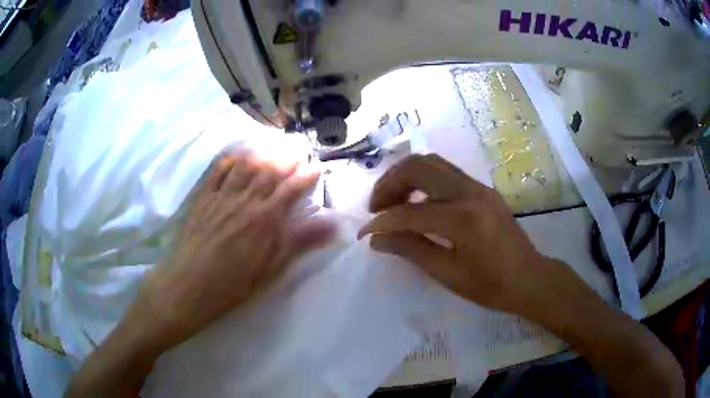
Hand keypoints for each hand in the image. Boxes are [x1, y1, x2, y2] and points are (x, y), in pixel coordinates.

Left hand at [132, 151, 333, 351]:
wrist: (188, 285)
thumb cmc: (232, 284)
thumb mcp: (271, 270)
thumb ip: (299, 243)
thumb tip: (333, 225)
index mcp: (264, 219)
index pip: (291, 189)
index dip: (306, 176)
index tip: (317, 167)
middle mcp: (245, 200)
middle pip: (269, 170)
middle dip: (287, 158)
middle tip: (298, 150)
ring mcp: (221, 196)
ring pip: (245, 165)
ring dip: (261, 154)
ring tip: (272, 150)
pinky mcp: (203, 198)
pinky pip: (217, 171)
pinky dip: (230, 160)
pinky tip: (237, 157)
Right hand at [358, 154, 575, 317]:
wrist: (530, 278)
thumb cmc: (492, 286)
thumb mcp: (449, 275)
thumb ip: (412, 250)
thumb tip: (377, 239)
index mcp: (463, 219)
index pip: (409, 213)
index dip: (381, 223)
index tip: (363, 233)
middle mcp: (470, 192)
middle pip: (417, 167)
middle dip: (389, 184)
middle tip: (376, 207)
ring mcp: (478, 186)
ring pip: (431, 162)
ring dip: (405, 176)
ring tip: (392, 201)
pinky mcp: (482, 189)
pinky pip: (444, 172)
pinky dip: (423, 180)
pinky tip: (416, 201)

════════════════════

Restate exactly the lines running from the line with "thumb cmc: (232, 284)" to the end of the entries above, both ends included.

*RESULT OF THIS TASK*.
thumb cmc: (232, 284)
thumb mcp: (271, 270)
thumb ip: (299, 243)
thumb tip: (333, 225)
index mcp: (264, 219)
index pip: (291, 189)
index dip: (306, 176)
index tip: (317, 167)
middle mcp: (245, 200)
middle pip: (269, 170)
middle dip: (287, 158)
middle tip: (298, 150)
ring mcp: (221, 196)
ring pip: (245, 165)
ring dip: (261, 154)
ring tip: (272, 150)
pinky mcp: (203, 198)
pinky pip: (217, 171)
pinky dip: (230, 160)
pinky tip: (237, 157)
Right hand at [358, 154, 575, 317]:
wrist: (530, 278)
thumb cmc: (492, 286)
thumb mcp: (449, 275)
thumb ip: (412, 250)
thumb tip: (377, 239)
index mcp: (463, 219)
index pip: (409, 213)
index dip: (381, 223)
index tip: (363, 233)
middle mcp: (470, 192)
middle pip: (417, 167)
middle dip: (389, 184)
middle tip: (376, 207)
ring mcp: (478, 186)
ring pip: (431, 162)
ring dip: (405, 176)
ring tip: (392, 201)
pinky mcp: (482, 189)
pinky pip: (444, 172)
pinky dip: (423, 180)
pinky tip: (416, 201)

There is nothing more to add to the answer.